(Stored items)
+++++
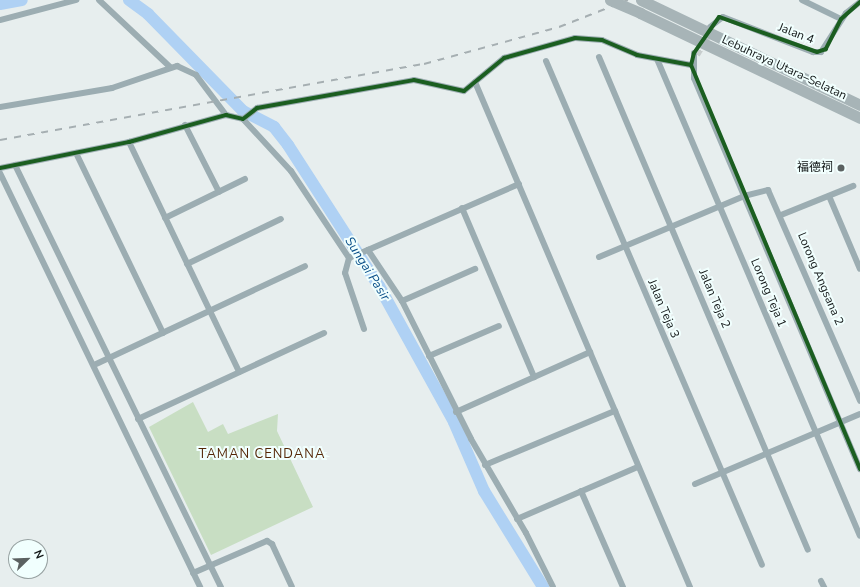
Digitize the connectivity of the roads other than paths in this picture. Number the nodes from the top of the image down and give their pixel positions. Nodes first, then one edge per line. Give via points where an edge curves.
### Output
1 (76, 0) edge
2 (99, 0) edge
3 (610, 0) edge
4 (641, 0) edge
5 (802, 0) edge
6 (860, 2) edge
7 (841, 19) junction
8 (0, 20) edge
9 (713, 26) tunnel mouth
10 (599, 57) dead end
11 (657, 59) junction
12 (546, 61) dead end
13 (170, 67) junction
14 (475, 82) junction
15 (860, 105) edge
16 (0, 107) edge
17 (226, 115) junction
18 (247, 115) junction
19 (860, 118) edge
20 (185, 125) junction
21 (129, 142) junction
22 (76, 153) junction
23 (15, 165) junction
24 (0, 168) edge
25 (0, 173) edge
26 (245, 179) dead end
27 (518, 184) junction
28 (853, 186) dead end
29 (219, 192) junction
30 (744, 196) junction
31 (829, 196) junction
32 (719, 207) junction
33 (462, 208) junction
34 (781, 215) junction
35 (165, 218) junction
36 (281, 219) dead end
37 (671, 227) junction
38 (625, 246) junction
39 (368, 250) junction
40 (353, 255) junction
41 (599, 257) dead end
42 (187, 264) junction
43 (305, 266) dead end
44 (860, 269) edge
45 (475, 270) dead end
46 (402, 301) junction
47 (210, 310) junction
48 (499, 326) dead end
49 (364, 329) dead end
50 (163, 333) junction
51 (324, 333) dead end
52 (590, 352) junction
53 (429, 356) junction
54 (109, 358) junction
55 (94, 365) junction
56 (239, 372) junction
57 (534, 378) junction
58 (860, 401) edge
59 (615, 411) junction
60 (456, 412) junction
61 (860, 414) edge
62 (138, 419) junction
63 (841, 423) junction
64 (816, 433) junction
65 (767, 453) junction
66 (485, 465) junction
67 (638, 467) junction
68 (860, 469) edge
69 (721, 473) junction
70 (695, 484) dead end
71 (581, 491) junction
72 (517, 519) junction
73 (860, 536) edge
74 (808, 550) dead end
75 (211, 565) junction
76 (762, 565) dead end
77 (193, 573) junction
78 (200, 587) edge
79 (221, 587) edge
80 (292, 587) edge
81 (553, 587) edge
82 (623, 587) edge
83 (690, 587) edge

1 - 8 street
2 - 13 street
3 - 19 highway, Lebuhraya Utara–Selatan, bridge
4 - 15 highway, Lebuhraya Utara–Selatan
5 - 7 street
6 - 7 street, Jalan 4
7 - 9 street, Jalan 4 via 826,49 817,52 726,18 719,17
10 - 37 street, Jalan Teja 2
11 - 14 street via 602,40 575,38 504,58
11 - 30 street via 694,58
11 - 32 street, Lorong Teja 1
12 - 38 street, Jalan Teja 3
13 - 16 street via 112,88
13 - 17 street via 190,70
14 - 18 street via 458,90 431,81 414,80
14 - 27 street
17 - 18 street
17 - 20 street
18 - 40 street
20 - 21 street
20 - 29 street
21 - 22 street
21 - 35 street
22 - 23 street
22 - 50 street
23 - 24 street
23 - 54 street
25 - 55 street
26 - 29 street
27 - 33 street
27 - 52 street
28 - 31 street
29 - 35 street
30 - 32 street
30 - 34 street, Lorong Angsana 2 via 768,190
30 - 63 street
31 - 34 street
31 - 44 street
32 - 37 street
32 - 64 street, Lorong Teja 1
33 - 39 street
33 - 57 street
34 - 58 street, Lorong Angsana 2
35 - 42 street
36 - 42 street
37 - 38 street
37 - 65 street, Jalan Teja 2
38 - 41 street
38 - 69 street, Jalan Teja 3
39 - 40 street
39 - 46 street
40 - 49 street via 347,283
42 - 47 street
43 - 47 street
45 - 46 street
46 - 53 street
47 - 50 street
47 - 56 street
48 - 53 street
50 - 54 street
51 - 56 street
52 - 57 street
52 - 59 street
53 - 60 street
54 - 55 street
54 - 62 street
55 - 77 street
56 - 62 street
57 - 60 street
59 - 66 street
59 - 67 street
60 - 66 street
61 - 63 street
62 - 75 street
63 - 64 street
63 - 68 street
64 - 65 street
64 - 73 street, Lorong Teja 1
65 - 69 street
65 - 74 street, Jalan Teja 2
66 - 72 street
67 - 71 street
67 - 83 street
69 - 70 street
69 - 76 street, Jalan Teja 3
71 - 72 street
71 - 82 street
72 - 81 street
75 - 77 street
75 - 79 street
75 - 80 street via 267,541 272,544
77 - 78 street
+++++
• **Work required**
Once you have counted the lines above containing the word "Angsana", state that number and nothing more.

• **Answer to this exercise**
2